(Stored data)

::::::::::

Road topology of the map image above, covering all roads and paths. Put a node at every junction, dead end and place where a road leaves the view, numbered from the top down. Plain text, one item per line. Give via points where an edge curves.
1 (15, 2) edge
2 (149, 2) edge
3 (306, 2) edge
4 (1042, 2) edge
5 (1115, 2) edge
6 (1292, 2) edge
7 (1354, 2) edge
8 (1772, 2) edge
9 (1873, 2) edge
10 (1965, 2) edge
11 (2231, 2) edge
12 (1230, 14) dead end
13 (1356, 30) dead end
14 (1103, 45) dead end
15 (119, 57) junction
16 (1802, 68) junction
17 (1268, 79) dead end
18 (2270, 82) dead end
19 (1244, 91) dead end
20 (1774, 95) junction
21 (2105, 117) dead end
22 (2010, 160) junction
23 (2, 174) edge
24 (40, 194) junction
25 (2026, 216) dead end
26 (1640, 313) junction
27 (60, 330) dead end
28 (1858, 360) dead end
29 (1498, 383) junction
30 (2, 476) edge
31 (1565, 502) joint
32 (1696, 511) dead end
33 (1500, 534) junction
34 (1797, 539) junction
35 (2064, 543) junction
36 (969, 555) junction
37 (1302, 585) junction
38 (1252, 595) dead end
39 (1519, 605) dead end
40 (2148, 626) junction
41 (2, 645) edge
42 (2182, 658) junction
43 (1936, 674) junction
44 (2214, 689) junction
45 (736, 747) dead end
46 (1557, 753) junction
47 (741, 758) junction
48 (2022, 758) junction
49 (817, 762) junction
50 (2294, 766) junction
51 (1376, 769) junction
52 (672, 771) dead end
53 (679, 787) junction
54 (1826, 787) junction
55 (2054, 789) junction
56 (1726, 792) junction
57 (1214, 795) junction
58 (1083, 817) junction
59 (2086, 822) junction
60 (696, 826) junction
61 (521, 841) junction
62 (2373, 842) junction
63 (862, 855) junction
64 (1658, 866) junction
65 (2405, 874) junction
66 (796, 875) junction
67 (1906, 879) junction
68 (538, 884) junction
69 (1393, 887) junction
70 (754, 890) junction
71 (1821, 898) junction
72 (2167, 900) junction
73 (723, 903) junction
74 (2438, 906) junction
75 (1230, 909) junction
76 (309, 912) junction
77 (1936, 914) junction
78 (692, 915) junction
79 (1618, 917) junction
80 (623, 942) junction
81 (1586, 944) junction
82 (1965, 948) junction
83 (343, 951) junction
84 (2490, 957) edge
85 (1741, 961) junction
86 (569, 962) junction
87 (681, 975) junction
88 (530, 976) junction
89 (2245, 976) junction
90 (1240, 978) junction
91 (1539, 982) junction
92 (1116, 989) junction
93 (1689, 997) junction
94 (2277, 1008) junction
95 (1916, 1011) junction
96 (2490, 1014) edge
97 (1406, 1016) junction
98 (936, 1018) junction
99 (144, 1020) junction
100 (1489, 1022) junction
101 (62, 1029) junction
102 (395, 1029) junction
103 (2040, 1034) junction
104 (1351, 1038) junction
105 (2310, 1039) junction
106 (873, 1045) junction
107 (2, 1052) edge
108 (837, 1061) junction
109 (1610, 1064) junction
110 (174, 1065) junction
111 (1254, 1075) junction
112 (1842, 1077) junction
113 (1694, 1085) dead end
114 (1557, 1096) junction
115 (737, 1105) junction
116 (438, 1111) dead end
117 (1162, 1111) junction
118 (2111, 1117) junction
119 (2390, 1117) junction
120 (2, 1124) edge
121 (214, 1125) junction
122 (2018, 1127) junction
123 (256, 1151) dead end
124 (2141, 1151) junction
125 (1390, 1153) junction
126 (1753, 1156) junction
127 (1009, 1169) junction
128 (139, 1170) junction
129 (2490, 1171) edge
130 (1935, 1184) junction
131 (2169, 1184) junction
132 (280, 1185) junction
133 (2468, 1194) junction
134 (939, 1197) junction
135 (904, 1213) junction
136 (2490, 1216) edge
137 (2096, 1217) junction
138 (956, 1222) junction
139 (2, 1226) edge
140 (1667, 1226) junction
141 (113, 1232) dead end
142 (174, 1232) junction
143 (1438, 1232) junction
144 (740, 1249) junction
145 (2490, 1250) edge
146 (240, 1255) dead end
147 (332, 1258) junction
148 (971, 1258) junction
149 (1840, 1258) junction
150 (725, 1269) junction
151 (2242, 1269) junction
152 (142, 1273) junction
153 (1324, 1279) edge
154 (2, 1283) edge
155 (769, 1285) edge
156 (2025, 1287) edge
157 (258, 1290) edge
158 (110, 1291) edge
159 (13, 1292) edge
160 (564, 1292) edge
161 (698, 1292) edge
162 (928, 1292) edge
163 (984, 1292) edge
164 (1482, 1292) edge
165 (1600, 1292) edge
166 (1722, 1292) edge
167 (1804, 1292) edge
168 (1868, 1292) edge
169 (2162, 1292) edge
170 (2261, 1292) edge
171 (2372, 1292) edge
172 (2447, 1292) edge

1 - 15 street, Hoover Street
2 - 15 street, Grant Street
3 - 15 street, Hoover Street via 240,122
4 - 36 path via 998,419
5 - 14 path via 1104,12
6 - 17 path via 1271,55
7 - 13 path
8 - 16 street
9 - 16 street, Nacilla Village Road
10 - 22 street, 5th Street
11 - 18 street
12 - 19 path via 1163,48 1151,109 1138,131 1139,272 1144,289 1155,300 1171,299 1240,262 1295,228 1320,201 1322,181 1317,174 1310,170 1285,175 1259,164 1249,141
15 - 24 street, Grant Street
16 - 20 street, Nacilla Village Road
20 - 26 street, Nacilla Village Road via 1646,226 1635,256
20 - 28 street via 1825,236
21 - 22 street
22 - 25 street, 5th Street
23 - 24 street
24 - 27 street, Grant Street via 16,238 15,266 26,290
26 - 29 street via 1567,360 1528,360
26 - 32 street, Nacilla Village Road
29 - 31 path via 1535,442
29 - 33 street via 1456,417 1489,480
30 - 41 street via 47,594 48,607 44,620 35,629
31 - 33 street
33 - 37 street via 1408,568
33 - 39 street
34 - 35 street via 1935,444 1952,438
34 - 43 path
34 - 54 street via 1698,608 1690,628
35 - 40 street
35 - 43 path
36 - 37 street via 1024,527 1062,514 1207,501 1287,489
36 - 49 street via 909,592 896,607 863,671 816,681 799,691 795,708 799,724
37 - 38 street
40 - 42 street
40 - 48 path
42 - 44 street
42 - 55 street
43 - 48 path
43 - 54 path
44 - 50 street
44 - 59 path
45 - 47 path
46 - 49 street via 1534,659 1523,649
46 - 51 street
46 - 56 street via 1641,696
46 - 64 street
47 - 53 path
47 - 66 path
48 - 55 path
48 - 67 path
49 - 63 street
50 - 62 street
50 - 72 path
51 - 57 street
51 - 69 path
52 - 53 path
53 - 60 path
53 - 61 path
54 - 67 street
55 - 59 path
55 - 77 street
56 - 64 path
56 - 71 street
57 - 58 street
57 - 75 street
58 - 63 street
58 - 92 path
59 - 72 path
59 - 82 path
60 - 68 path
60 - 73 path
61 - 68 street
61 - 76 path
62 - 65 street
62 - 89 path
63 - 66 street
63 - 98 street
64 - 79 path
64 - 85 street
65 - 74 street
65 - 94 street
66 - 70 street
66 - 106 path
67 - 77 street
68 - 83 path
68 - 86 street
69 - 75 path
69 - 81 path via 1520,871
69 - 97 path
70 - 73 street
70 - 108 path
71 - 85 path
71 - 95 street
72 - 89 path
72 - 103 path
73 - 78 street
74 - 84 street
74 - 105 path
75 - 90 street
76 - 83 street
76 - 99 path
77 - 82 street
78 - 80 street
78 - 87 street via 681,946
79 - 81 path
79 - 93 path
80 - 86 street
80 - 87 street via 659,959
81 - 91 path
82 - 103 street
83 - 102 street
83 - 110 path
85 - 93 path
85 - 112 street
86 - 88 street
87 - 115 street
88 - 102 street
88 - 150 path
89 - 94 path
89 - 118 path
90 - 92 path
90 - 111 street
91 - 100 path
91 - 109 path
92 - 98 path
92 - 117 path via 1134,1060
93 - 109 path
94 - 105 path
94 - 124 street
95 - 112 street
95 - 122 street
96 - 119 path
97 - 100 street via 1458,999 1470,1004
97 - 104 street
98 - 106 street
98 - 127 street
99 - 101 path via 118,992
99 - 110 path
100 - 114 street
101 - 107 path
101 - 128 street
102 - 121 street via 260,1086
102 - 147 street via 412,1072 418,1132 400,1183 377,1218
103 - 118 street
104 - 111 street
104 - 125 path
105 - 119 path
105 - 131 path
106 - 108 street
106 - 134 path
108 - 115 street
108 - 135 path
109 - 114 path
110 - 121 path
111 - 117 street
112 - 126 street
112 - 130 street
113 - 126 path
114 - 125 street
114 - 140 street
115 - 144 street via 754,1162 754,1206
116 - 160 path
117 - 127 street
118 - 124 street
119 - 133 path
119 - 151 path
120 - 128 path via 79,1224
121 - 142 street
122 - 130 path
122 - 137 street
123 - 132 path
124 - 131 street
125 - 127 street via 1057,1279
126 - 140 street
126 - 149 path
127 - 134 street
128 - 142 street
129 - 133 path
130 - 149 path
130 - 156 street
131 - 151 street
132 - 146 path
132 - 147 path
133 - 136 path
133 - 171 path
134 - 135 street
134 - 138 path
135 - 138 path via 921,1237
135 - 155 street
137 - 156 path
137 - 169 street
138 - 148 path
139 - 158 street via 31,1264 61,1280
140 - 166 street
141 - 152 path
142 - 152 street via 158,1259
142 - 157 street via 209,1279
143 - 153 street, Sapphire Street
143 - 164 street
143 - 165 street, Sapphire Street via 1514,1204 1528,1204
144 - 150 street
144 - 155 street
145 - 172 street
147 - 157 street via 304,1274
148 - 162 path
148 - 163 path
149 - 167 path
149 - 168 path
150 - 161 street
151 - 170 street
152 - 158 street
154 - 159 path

::::::::::

— Activity —
Scan the records above for the word "Village". Show each line in which it appears.

— Exercise output —
9 - 16 street, Nacilla Village Road
16 - 20 street, Nacilla Village Road
20 - 26 street, Nacilla Village Road via 1646,226 1635,256
26 - 32 street, Nacilla Village Road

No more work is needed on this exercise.